### [Instructions for the task]
Type again, exactly, the lines below from the start through the line that includes "Extract the road".

(Exercise data Opens)

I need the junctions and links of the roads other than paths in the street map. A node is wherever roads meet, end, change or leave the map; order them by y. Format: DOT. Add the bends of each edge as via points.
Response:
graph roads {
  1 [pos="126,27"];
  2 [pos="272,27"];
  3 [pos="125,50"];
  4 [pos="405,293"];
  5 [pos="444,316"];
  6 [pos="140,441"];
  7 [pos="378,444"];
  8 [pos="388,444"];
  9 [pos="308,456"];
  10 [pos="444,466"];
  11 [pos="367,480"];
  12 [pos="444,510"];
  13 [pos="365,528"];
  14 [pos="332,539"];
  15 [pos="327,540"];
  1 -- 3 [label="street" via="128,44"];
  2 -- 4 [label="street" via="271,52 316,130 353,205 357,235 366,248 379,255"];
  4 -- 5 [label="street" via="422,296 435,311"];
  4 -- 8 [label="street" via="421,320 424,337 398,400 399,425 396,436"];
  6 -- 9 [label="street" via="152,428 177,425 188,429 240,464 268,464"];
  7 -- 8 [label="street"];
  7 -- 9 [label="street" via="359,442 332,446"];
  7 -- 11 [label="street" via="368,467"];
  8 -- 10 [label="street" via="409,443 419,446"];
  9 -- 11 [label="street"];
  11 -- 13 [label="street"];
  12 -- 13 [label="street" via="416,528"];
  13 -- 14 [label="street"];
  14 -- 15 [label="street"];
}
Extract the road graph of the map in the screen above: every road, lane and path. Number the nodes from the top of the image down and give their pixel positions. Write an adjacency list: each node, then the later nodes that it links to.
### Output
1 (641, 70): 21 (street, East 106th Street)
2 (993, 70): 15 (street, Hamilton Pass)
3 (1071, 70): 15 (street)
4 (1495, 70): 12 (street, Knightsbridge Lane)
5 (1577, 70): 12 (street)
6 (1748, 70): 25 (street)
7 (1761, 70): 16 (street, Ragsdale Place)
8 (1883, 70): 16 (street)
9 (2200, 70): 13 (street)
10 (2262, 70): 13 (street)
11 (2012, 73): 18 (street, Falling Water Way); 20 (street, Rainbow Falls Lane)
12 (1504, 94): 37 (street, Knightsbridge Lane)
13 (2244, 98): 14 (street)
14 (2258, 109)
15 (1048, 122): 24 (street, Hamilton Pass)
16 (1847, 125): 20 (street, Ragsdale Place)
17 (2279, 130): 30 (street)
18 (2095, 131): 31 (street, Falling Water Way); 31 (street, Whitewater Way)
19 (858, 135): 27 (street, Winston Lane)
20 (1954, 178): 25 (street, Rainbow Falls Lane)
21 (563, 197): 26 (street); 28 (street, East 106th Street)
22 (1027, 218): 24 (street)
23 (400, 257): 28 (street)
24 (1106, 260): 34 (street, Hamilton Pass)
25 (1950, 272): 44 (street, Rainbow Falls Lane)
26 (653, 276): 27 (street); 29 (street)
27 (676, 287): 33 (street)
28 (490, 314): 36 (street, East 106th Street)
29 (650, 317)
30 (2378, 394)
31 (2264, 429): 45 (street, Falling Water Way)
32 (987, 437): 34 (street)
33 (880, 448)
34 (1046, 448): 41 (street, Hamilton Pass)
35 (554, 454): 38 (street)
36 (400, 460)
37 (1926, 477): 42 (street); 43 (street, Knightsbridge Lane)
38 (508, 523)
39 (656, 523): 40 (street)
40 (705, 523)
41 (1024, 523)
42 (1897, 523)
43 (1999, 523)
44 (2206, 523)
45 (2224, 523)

(Exercise data Closes)

### [Final answer]
I need the junctions and links of the roads other than paths in the street map. A node is wherever roads meet, end, change or leave the map; order them by y. Format: DOT. Add the bends of each edge as via points.
Response:
graph roads {
  1 [pos="126,27"];
  2 [pos="272,27"];
  3 [pos="125,50"];
  4 [pos="405,293"];
  5 [pos="444,316"];
  6 [pos="140,441"];
  7 [pos="378,444"];
  8 [pos="388,444"];
  9 [pos="308,456"];
  10 [pos="444,466"];
  11 [pos="367,480"];
  12 [pos="444,510"];
  13 [pos="365,528"];
  14 [pos="332,539"];
  15 [pos="327,540"];
  1 -- 3 [label="street" via="128,44"];
  2 -- 4 [label="street" via="271,52 316,130 353,205 357,235 366,248 379,255"];
  4 -- 5 [label="street" via="422,296 435,311"];
  4 -- 8 [label="street" via="421,320 424,337 398,400 399,425 396,436"];
  6 -- 9 [label="street" via="152,428 177,425 188,429 240,464 268,464"];
  7 -- 8 [label="street"];
  7 -- 9 [label="street" via="359,442 332,446"];
  7 -- 11 [label="street" via="368,467"];
  8 -- 10 [label="street" via="409,443 419,446"];
  9 -- 11 [label="street"];
  11 -- 13 [label="street"];
  12 -- 13 [label="street" via="416,528"];
  13 -- 14 [label="street"];
  14 -- 15 [label="street"];
}
Extract the road graph of the map in the screen above: every road, lane and path. Number the nodes from the top of the image down and give their pixel positions. Write an adjacency list: each node, then the later nodes that it links to.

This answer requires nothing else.